La fotografia che Stancanelli fa della sua città è impietosa: “Abbiamo debiti per novecento milioni di euro, mezza Catania è al buio perché dobbiamo 16 milioni alla società che gestisce l’erogazione, i fornitori aspettano 140 milioni, le cooperative che assistono anziani e malati non pagano gli stipendi da mesi. E i debiti fuori bilancio neanche sappiamo a quanto ammontano. Nel disastro c’è di buono che non mi si può ricattare: i soldi sono finiti, non ce n’è per nessuno!”. Spera di salvarsi trattando con la Cassa depositi e prestiti l’allungamento della restituzione del debito, tagliando 18 milioni di rate all’anno: ci sarebbero due istituti di crediti pronti a rifinanziare, Hsh e Banca di Scozia. Sempre che Tremonti non gli faccia lo sgambetto. Sennò il Comune dovrà dichiarare il dissesto, i fornitori saranno pagati al 30 per cento, duecento aziende falliranno, le addizionali locali saliranno alle stelle. E Catania sprofonderà peggio che sotto l’eruzione del 1669.
Da senatore non s’è dimesso, Stancanelli: “Ma se appena insediato mi hanno iscritto nel registro degli indagati per occupazione abusiva di suolo demaniale!”. Vero. Alla prima uscita pubblica aveva inaugurato il solarium, grande piattaforma in legno sul lungomare, fatta perché i catanesi si godessero i bagni, senza ingolfarsi in un traffico infernale per arrivare fino a Plaja. Per una settimana ci si sono stipate duemila persone al giorno, incuranti, come l’amministrazione che li ha messi, dei due cartelli a lato che recitano uno ‘divieto di balneazione’ e l’altro ‘attenzione, non ci sono bagnini’. Poi è arrivata la Guardia costiera che ha chiuso e sequestrato il solarium fuorilegge: e adesso se appena t’azzardi a oltrepassare il nastro che lo circonda ti blocca uno dei 540 vigili in forza al Comune: per la cronaca, 5 semplici e 535 ispettori. Così si campa, in una città con l’acqua alla gola.

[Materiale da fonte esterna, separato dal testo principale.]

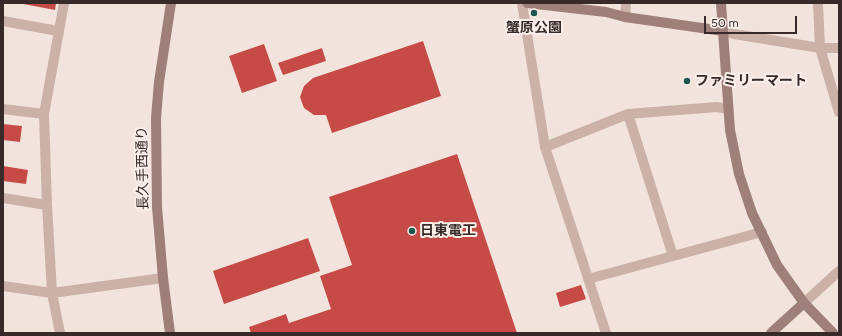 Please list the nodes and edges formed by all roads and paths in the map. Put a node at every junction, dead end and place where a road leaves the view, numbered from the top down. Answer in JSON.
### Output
{"nodes":[{"id":1,"x":64,"y":3,"type":"edge"},
{"id":2,"x":172,"y":3,"type":"edge"},
{"id":3,"x":522,"y":3,"type":"edge"},
{"id":4,"x":527,"y":3,"type":"edge"},
{"id":5,"x":626,"y":3,"type":"edge"},
{"id":6,"x":721,"y":3,"type":"edge"},
{"id":7,"x":818,"y":3,"type":"edge"},
{"id":8,"x":624,"y":17,"type":"junction"},
{"id":9,"x":3,"y":21,"type":"edge"},
{"id":10,"x":58,"y":31,"type":"junction"},
{"id":11,"x":723,"y":31,"type":"junction"},
{"id":12,"x":820,"y":48,"type":"junction"},
{"id":13,"x":839,"y":48,"type":"edge"},
{"id":14,"x":3,"y":109,"type":"edge"},
{"id":15,"x":728,"y":109,"type":"junction"},
{"id":16,"x":839,"y":112,"type":"edge"},
{"id":17,"x":44,"y":114,"type":"junction"},
{"id":18,"x":628,"y":114,"type":"junction"},
{"id":19,"x":545,"y":147,"type":"junction"},
{"id":20,"x":3,"y":198,"type":"edge"},
{"id":21,"x":47,"y":205,"type":"junction"},
{"id":22,"x":762,"y":232,"type":"junction"},
{"id":23,"x":673,"y":256,"type":"junction"},
{"id":24,"x":839,"y":271,"type":"edge"},
{"id":25,"x":163,"y":278,"type":"junction"},
{"id":26,"x":588,"y":278,"type":"junction"},
{"id":27,"x":3,"y":286,"type":"edge"},
{"id":28,"x":52,"y":293,"type":"junction"},
{"id":29,"x":804,"y":303,"type":"junction"},
{"id":30,"x":60,"y":333,"type":"edge"},
{"id":31,"x":170,"y":333,"type":"edge"},
{"id":32,"x":606,"y":333,"type":"edge"},
{"id":33,"x":771,"y":333,"type":"edge"},
{"id":34,"x":833,"y":333,"type":"edge"}],
"edges":[{"from":1,"to":10,"type":"street"},
{"from":2,"to":25,"type":"street","name":"長久手西通り"},
{"from":3,"to":19,"type":"street"},
{"from":4,"to":8,"type":"street"},
{"from":5,"to":8,"type":"street"},
{"from":6,"to":11,"type":"street"},
{"from":7,"to":12,"type":"street"},
{"from":8,"to":11,"type":"street"},
{"from":9,"to":10,"type":"street"},
{"from":10,"to":17,"type":"street"},
{"from":11,"to":12,"type":"street"},
{"from":11,"to":15,"type":"street"},
{"from":12,"to":13,"type":"street"},
{"from":12,"to":16,"type":"street"},
{"from":14,"to":17,"type":"street"},
{"from":15,"to":18,"type":"street"},
{"from":15,"to":22,"type":"street"},
{"from":17,"to":21,"type":"street"},
{"from":18,"to":19,"type":"street"},
{"from":18,"to":23,"type":"street"},
{"from":19,"to":26,"type":"street"},
{"from":20,"to":21,"type":"street"},
{"from":21,"to":28,"type":"street"},
{"from":22,"to":23,"type":"street"},
{"from":22,"to":29,"type":"street"},
{"from":23,"to":26,"type":"street"},
{"from":24,"to":29,"type":"street"},
{"from":25,"to":28,"type":"street"},
{"from":25,"to":31,"type":"street","name":"長久手西通り"},
{"from":26,"to":32,"type":"street"},
{"from":27,"to":28,"type":"street"},
{"from":28,"to":30,"type":"street"},
{"from":29,"to":33,"type":"street"},
{"from":29,"to":34,"type":"street"}]} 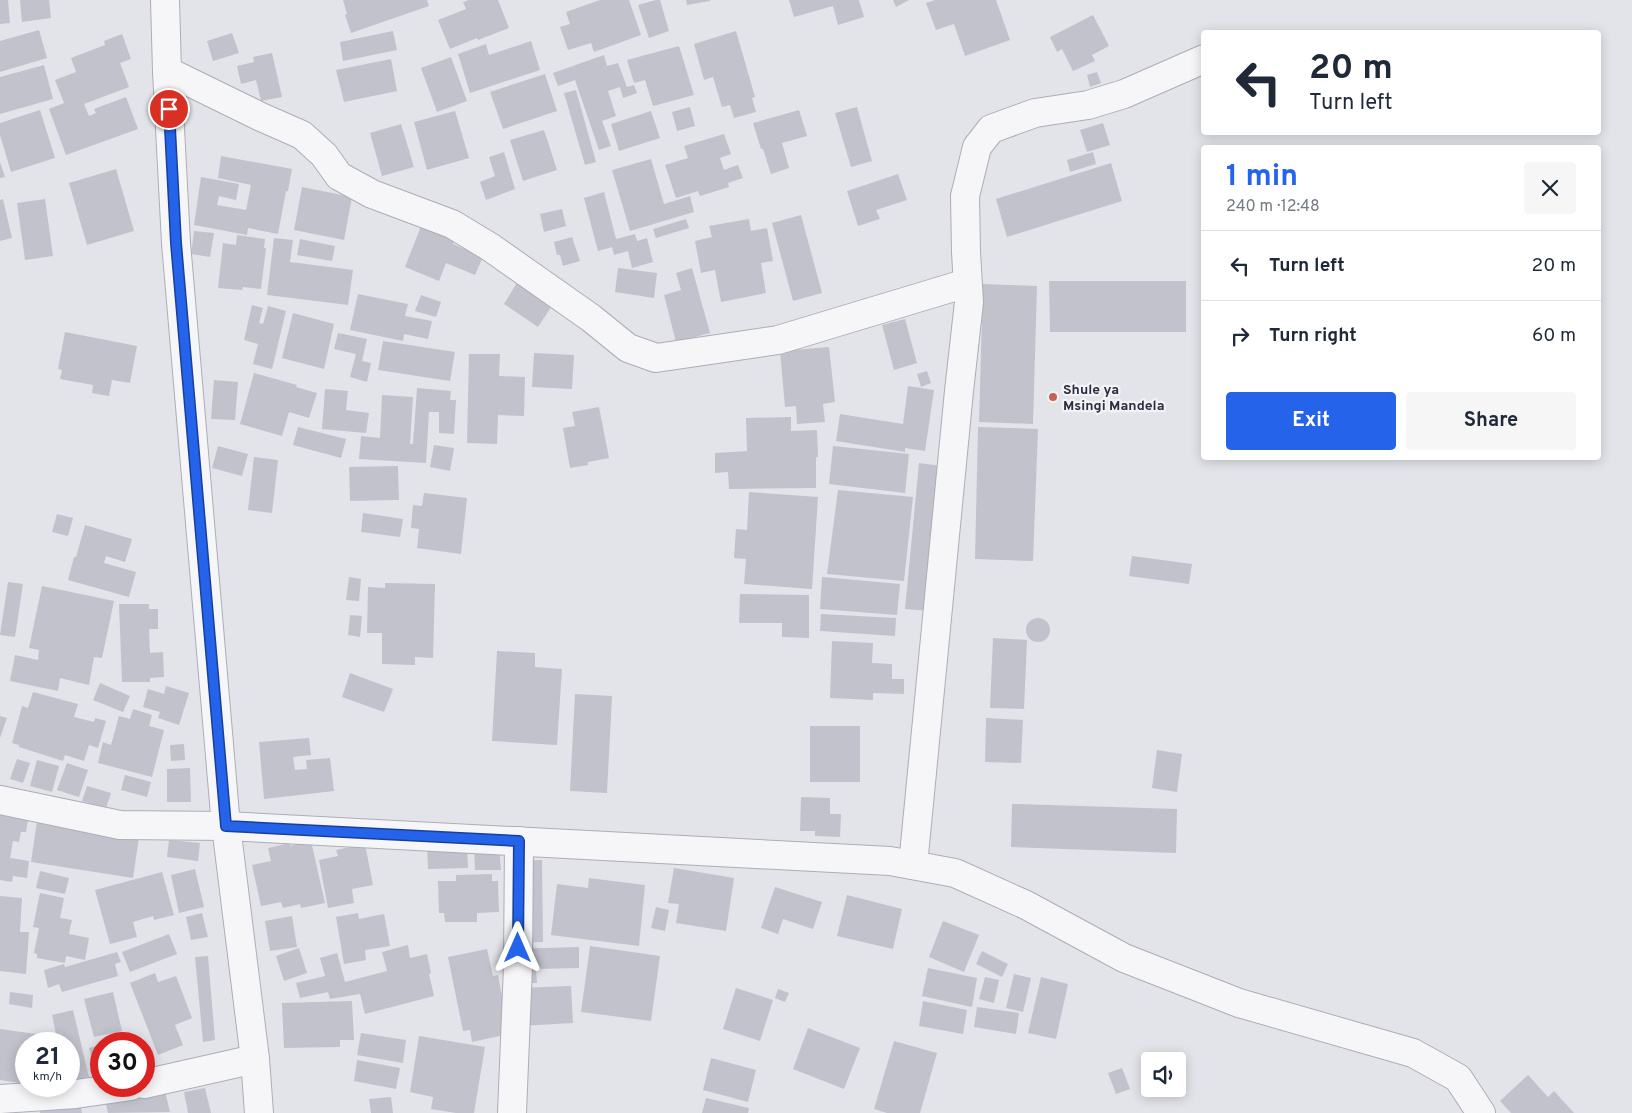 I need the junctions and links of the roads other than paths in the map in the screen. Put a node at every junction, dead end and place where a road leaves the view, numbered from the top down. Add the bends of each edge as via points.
1 (165, 0) edge
2 (1201, 60) edge
3 (167, 71) junction
4 (968, 283) junction
5 (0, 800) edge
6 (226, 826) junction
7 (519, 841) junction
8 (913, 866) junction
9 (255, 1059) junction
10 (155, 1082) edge
11 (90, 1092) edge
12 (0, 1099) edge
13 (259, 1113) edge
14 (512, 1113) edge
15 (1481, 1113) edge

1 - 3 street
2 - 4 street via 1124,94 1088,105 1035,113 991,128 977,147 965,196
3 - 4 street via 302,135 324,155 339,176 372,194 452,224 591,318 628,348 656,358 778,340
3 - 6 street via 177,252
4 - 8 street via 969,302
5 - 6 street via 120,825
6 - 7 street
6 - 9 street
7 - 8 street via 880,860
7 - 14 street
8 - 15 street via 954,872 1026,905 1124,958 1240,1003 1413,1053 1458,1078
9 - 10 street
9 - 13 street
11 - 12 street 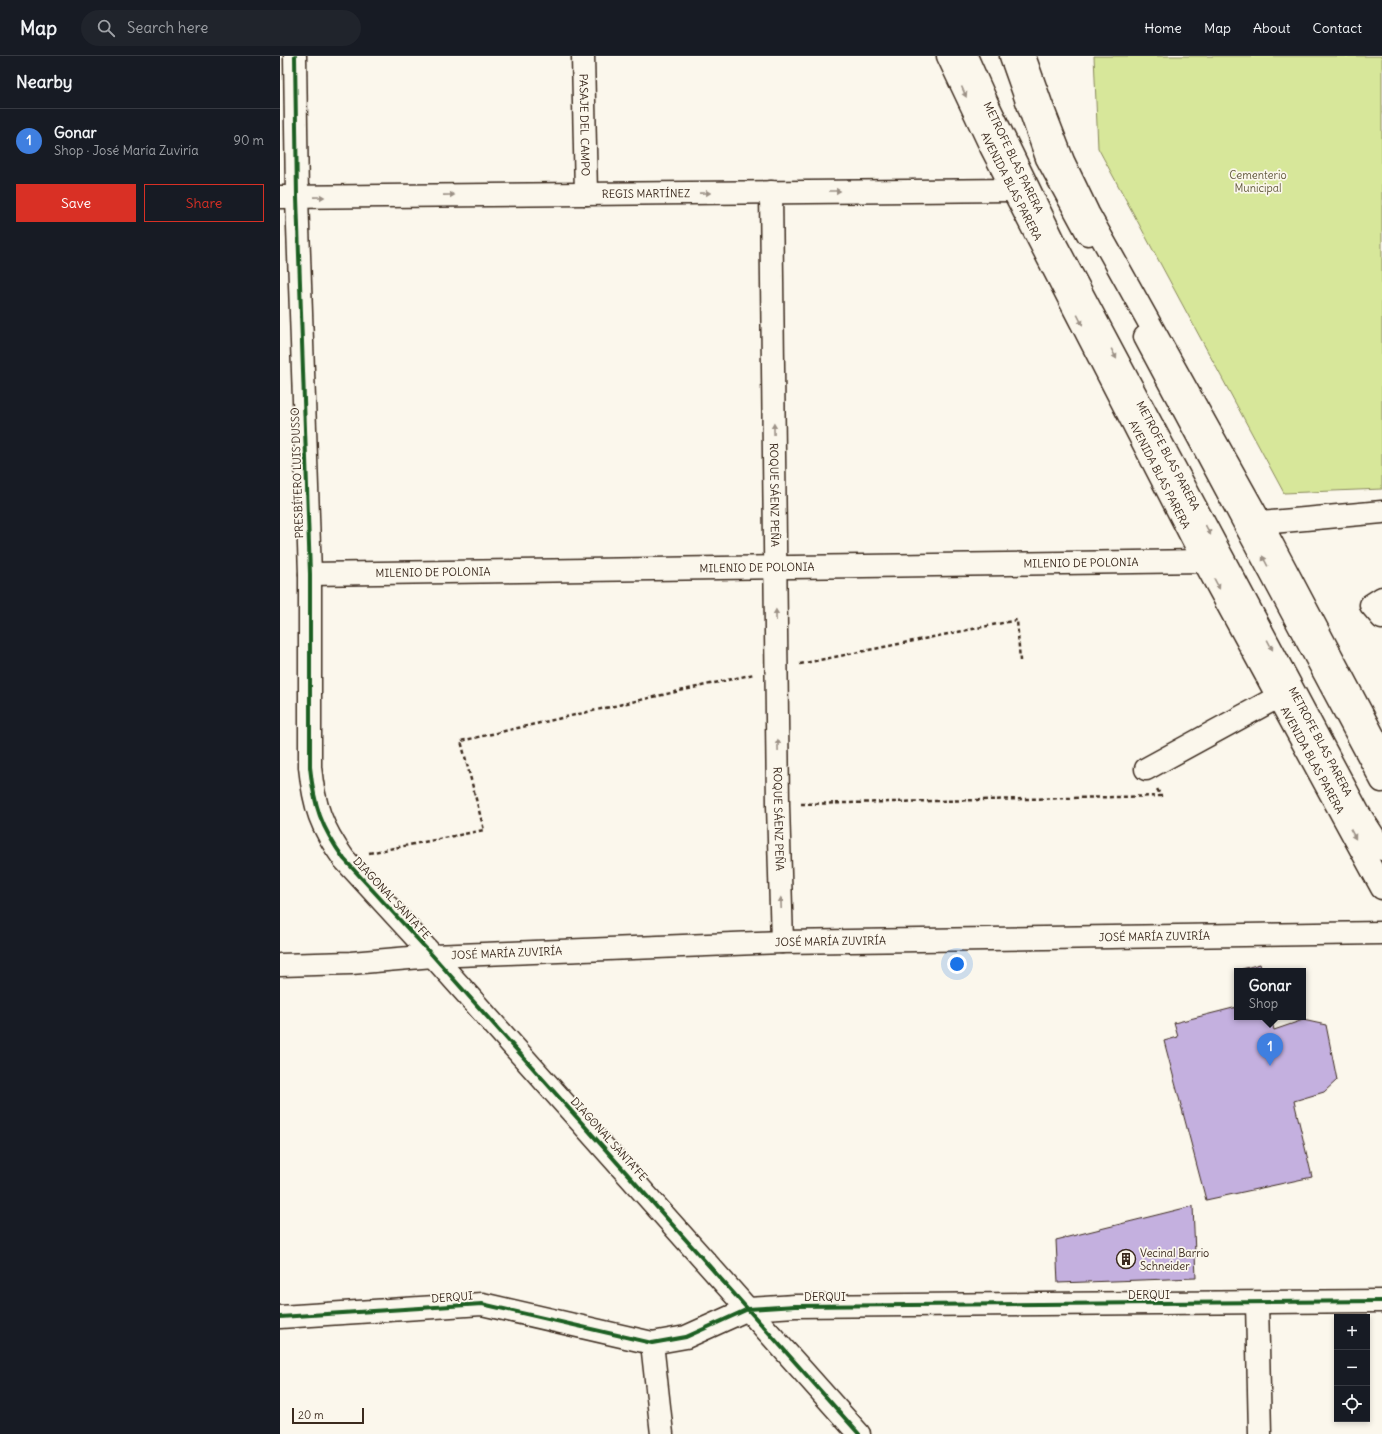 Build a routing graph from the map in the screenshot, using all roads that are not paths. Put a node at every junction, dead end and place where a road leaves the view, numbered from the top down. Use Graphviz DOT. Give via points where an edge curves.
graph roads {
  1 [pos="295,56"];
  2 [pos="583,56"];
  3 [pos="948,56"];
  4 [pos="966,56"];
  5 [pos="1012,56"];
  6 [pos="1024,56"];
  7 [pos="1013,190"];
  8 [pos="771,192"];
  9 [pos="586,194"];
  10 [pos="289,197"];
  11 [pos="1382,512"];
  12 [pos="1261,523"];
  13 [pos="1204,561"];
  14 [pos="776,568"];
  15 [pos="310,574"];
  16 [pos="1382,598"];
  17 [pos="1382,618"];
  18 [pos="1278,697"];
  19 [pos="1374,722"];
  20 [pos="1382,752"];
  21 [pos="1146,769"];
  22 [pos="1382,781"];
  23 [pos="1382,849"];
  24 [pos="344,859"];
  25 [pos="1382,888"];
  26 [pos="1382,933"];
  27 [pos="782,942"];
  28 [pos="433,956"];
  29 [pos="280,965"];
  30 [pos="1382,1301"];
  31 [pos="1257,1303"];
  32 [pos="748,1309"];
  33 [pos="280,1317"];
  34 [pos="652,1344"];
  35 [pos="662,1434"];
  36 [pos="859,1434"];
  37 [pos="1260,1434"];
  1 -- 10 [label="street, PRESBÍTERO LUIS DUSSO"];
  2 -- 9 [label="street, PASAJE DEL CAMPO"];
  3 -- 7 [label="street, AVENIDA BLAS PARERA, one-way"];
  4 -- 23 [label="street, METROFE BLAS PARERA, one-way" via="1056,244 1358,812"];
  22 -- 5 [label="street, one-way" via="1047,158"];
  6 -- 12 [label="street" via="1063,161 1088,213"];
  8 -- 7 [label="street, REGIS MARTÍNEZ, one-way"];
  7 -- 13 [label="street, AVENIDA BLAS PARERA, one-way"];
  9 -- 8 [label="street, REGIS MARTÍNEZ, one-way"];
  14 -- 8 [label="street, ROQUE SÁENZ PEÑA, one-way"];
  10 -- 9 [label="street, REGIS MARTÍNEZ, one-way"];
  10 -- 15 [label="street, PRESBÍTERO LUIS DUSSO"];
  11 -- 12 [label="street"];
  12 -- 19 [label="street"];
  13 -- 14 [label="street, MILENIO DE POLONIA"];
  13 -- 18 [label="street, AVENIDA BLAS PARERA, one-way"];
  14 -- 15 [label="street, MILENIO DE POLONIA"];
  27 -- 14 [label="street, ROQUE SÁENZ PEÑA, one-way"];
  15 -- 24 [label="street, PRESBÍTERO LUIS DUSSO" via="312,788 321,822"];
  16 -- 17 [label="street" via="1371,605"];
  18 -- 21 [label="street"];
  18 -- 25 [label="street, AVENIDA BLAS PARERA, one-way"];
  19 -- 20 [label="street"];
  24 -- 28 [label="street, DIAGONAL SANTA FE"];
  26 -- 27 [label="street, JOSÉ MARÍA ZUVIRÍA"];
  27 -- 28 [label="street, JOSÉ MARÍA ZUVIRÍA"];
  28 -- 29 [label="street, JOSÉ MARÍA ZUVIRÍA" via="351,963"];
  28 -- 32 [label="street, DIAGONAL SANTA FE"];
  30 -- 31 [label="street, DERQUI"];
  31 -- 32 [label="street, DERQUI" via="795,1306"];
  31 -- 37 [label="street"];
  32 -- 34 [label="street, DERQUI" via="686,1337"];
  32 -- 36 [label="street, DIAGONAL SANTA FE"];
  33 -- 34 [label="street, DERQUI" via="482,1304"];
  34 -- 35 [label="street"];
}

È il regno dell’una tantum. Nel senso che, come il solarium, le cose si usano una volta e via. È penoso ficcare il naso nel teatro di viale Moncada al quartiere Librino: struttura modernissima, la inaugurarono dieci anni fa, ci fecero una rappresentazione il primo Natale, poi fine dei giochi e delle recite. Ora lì dentro, in quelli che erano i camerini ormai senza infissi, ci smantellano i motorini rubati, e un puzzo ti prende alla gola perché ci bruciano i fili elettrici per liberarli dalla plastica e vendersi il rame. Ma il muraglione di palazzi del Librino è così, quasi una incontrollabile deformazione umana dell’algido piano architettonico disegnato da Kenzo Tange nei primi anni settanta: come Secondigliano a Napoli, come lo Zen a Palermo. “Lo vede? Venti milioni di euro sono costati quel palasport e quella villa coi campi di calcio. Crede che mio figlio ci abbia mai potuto mettere piede?”, indica Armando Battaglia, lavoratore sull’autostrada e sindacalista. All’altro lato della strada, sul marciapiede del famigerato Palazzo di cemento, stazionano spacciatori in passamontagna, e sono le 11 di mattina. Ma quando con un minimo di circospezione chiedi ai ragazzi del posto qualche dritta per aggiornare lo schemino delle cosche, i Santapaola e i Laudani, i sottoclan, le spartizioni, le guerre e le tregue, il ventiquattrenne Totò ti guarda col sopracciglio all’insù e ti dice: “Scusa, ma perché dovrei mettermi a spacciare quando posso aiutare un politico e poi candidarmi alle prossime elezioni per la circoscrizione, che se mi va dritta arrivo in Comune, e se mi va storta un posto comunque quelli prima o poi me lo danno?”
Ecco la politica, l’amministrazione, a Catania. Del tutto assente quanto ai servizi che dà a cittadini abituati a farne a meno. Onnipresente e pervasiva come rete di sottolavori, mance, piccoli scambi preelettorali, luccichìo di ipotetiche chance personali, imbuto obbligato di aspirazioni e speranze. Tutto dipende da quello che il politico ti lascia o non ti lascia fare: come le centinaia di bancarelle abusive che ogni martedì circondano la caserma dei vigili e la sede della municipalità del Librino, dove Scapagnini lo acclamavano perché non mandava mai un controllo e non lasciava aprire neanche un piccolo supermercato.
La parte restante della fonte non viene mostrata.